Like many kids growing up playing basketball in Flint, Kieon Arkwright was chasing a big dream: making it to the NBA. And he actually fulfilled it, just not necessarily in the way he would’ve imagined when he was young.
From 2019 to 2022, he was the founder and director of the Denver Nuggets Youth Basketball Academy. In addition to teaching kids basketball skills, the programs he ran through the academy also taught kids about many other ways they could break into sports, including through a junior announcer program. Now, he continues to take that message – that there are multiple ways to have an NBA career beyond just playing on the court – to young people he works with.
“You know, every kid’s dream is to make it to the NBA,” Arkwright said. “So for me, I made it to the NBA in a whole other realm. That was super cool to be able to create something new (for the Nuggets) that’s gonna live on forever, it’s still flourishing. If you go to an NBA arena, you start seeing that sports is entertainment. You see sideline reporters there, you see announcers there, you see everything going across the screen. You start to realize that it’s people making those things happen, and my goal is to show kids there’s really so much you can do with sports.”

Currently, Arkwright is back in Michigan, running his own company and foundation. He founded GAMELIKE Sports Group in 2022. Through GAMELIKE, he works with companies and clients to provide strategy, community engagement and impact, creative content, marketing, and other aspects of sports management. He manages athletes, including another Flint native, Monte Morris. He also works with Nike and the Jordan brand to run youth camps throughout Michigan. Most recently, he was in Davison running a camp for Genesee County kids.
He also created a foundation, GAMELIK3 CARES Foundation, which is focused on providing more opportunities to underserved youth through sports. More information about him, his business, and his foundation is available on his Instagram page.
“I moved back to Michigan about a year and a half ago,” Arkwright said. “My family’s here, my daughter’s here, so it made sense for me to move back.”
Although Arkwright is now managing a business and foundation, make no mistake that he was also a great basketball player. He was a star at Carman-Ainsworth High School before playing at St. Clair Community College and leading them to an appearance in the NJCAA national tournament in 2010, and then went on to play two years of Division I college basketball at the University of Texas Rio Grande Valley.
Arkwright also played high school basketball in the Flint area in a really competitive era. At Carman-Ainsworth, he played with multiple teammates who played high level college basketball and even professionally. Several others on opposing teams also went on to successful college and pro careers.
Many of those players from that era, like Arkwright, have also found ways to coach or give back to young players in their communities since.
“I know for me, man, I just knew what basketball did for me and, being from Flint, there’s only so much opportunity here,” he said. “At this point in time, we have a lot of people playing professional basketball. You look at Kyle Kuzma, you look at Miles Bridges, Monte, you know, you have a lot of people in a professional realm from Flint that’s able to bring different opportunities back. So once I saw that, it was like, we have a platform now to be able to come back and help these kids. So I run all the Monte camps here. We bring them here free for the kids. My thing is really being able to show, hey, these are people who were once in your shoes, and look where we are now. That’s why we come back and get back to these kids and show them anything is possible.”
An important thing Arkwright likes to talk to young players about is simply the places basketball has taken him. He’s been all over the world through basketball.

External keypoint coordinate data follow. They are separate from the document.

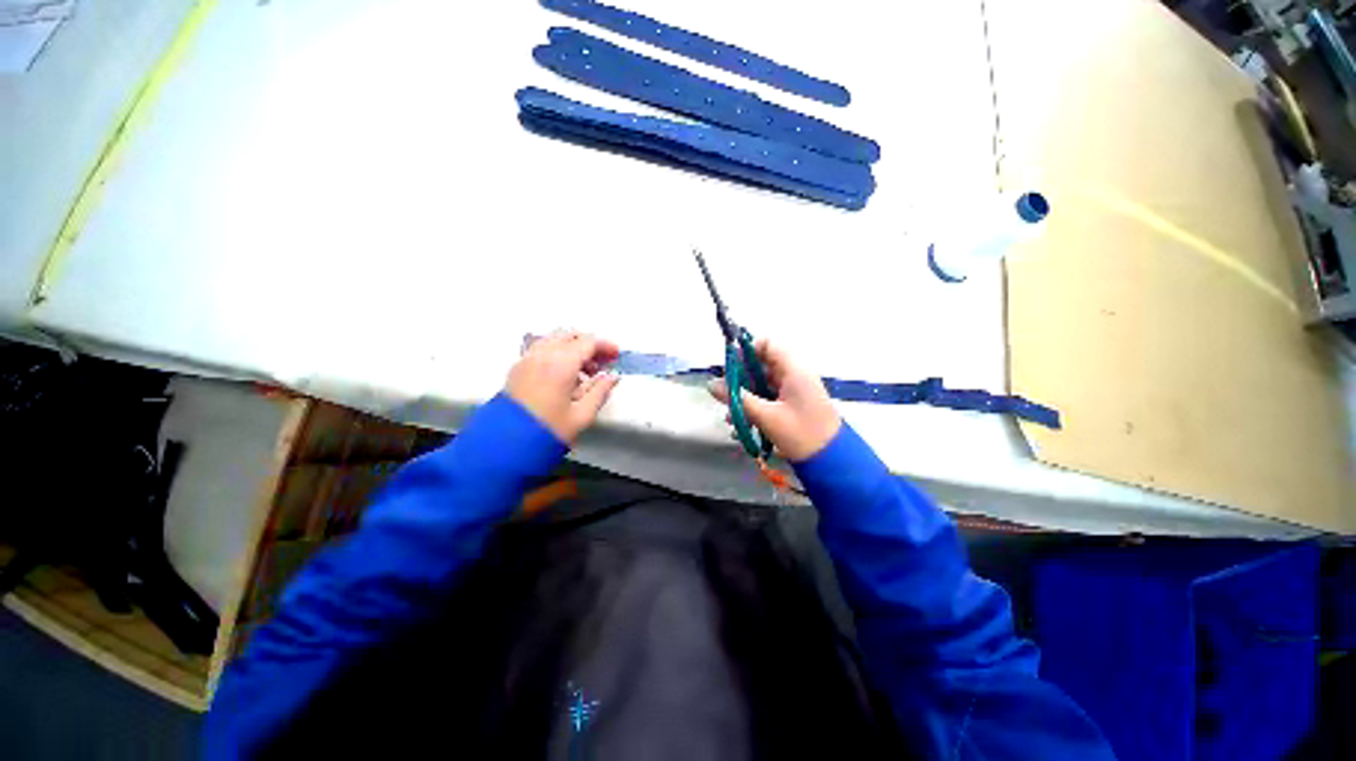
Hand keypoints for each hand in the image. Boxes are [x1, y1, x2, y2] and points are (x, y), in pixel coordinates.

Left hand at [507, 331, 620, 443]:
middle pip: (570, 335)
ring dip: (570, 347)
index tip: (615, 356)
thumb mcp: (581, 416)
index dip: (605, 346)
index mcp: (561, 363)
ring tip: (581, 371)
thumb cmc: (547, 432)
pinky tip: (561, 375)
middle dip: (588, 345)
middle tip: (600, 363)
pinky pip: (540, 348)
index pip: (588, 342)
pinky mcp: (517, 367)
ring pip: (553, 339)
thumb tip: (611, 377)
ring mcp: (527, 358)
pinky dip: (555, 352)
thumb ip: (600, 392)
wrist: (508, 444)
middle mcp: (543, 353)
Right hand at [709, 339, 840, 461]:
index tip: (728, 368)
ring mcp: (795, 391)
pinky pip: (770, 399)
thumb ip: (737, 399)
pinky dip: (756, 408)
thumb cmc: (800, 433)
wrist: (830, 459)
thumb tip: (712, 384)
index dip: (746, 351)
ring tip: (731, 416)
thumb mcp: (766, 416)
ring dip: (746, 398)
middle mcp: (794, 375)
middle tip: (725, 396)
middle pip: (762, 366)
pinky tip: (743, 425)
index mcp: (793, 370)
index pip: (767, 345)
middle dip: (741, 380)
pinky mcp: (794, 407)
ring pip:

“Basketball is its own language,” Arkwright said. “I’ve been to Japan, and they speak a different language than me over there, but the game has its own language. Everybody understands that language. I’ve made so many different friends from different cultures, and I just try to instill that in these kids, the game can take you to meet new people.”
Those relationships also last over long periods of time. Arkwright said he ran into a person he played with when he was around 10-years-old who is now a chiropractor.
“It’s just full circle moments like that for me that are great man,” he said. “I met him playing basketball and we reconnected, I met his family, met his wife. So basketball is just gonna show you so many different avenues.”
Arkwright’s perspective as a parent informs how he works with kids at his camps. He wants to ensure that kids have good experiences, but that parents also feel happy seeing their kids play and compete.
“I’m living in my purpose, man,” he said. “I have a 5-year-old daughter and when she goes to her different events, I’m just in dad mode, but I like to see the instructors just loving what they do. For me it’s like a great feeling to see my kid happy. So for me it is just wanting to do that same thing for kids and parents, seeing the smiles on the kids’ faces and them going home to their parents saying they had a good time, and the parents being fulfilled for what their kid just experienced.”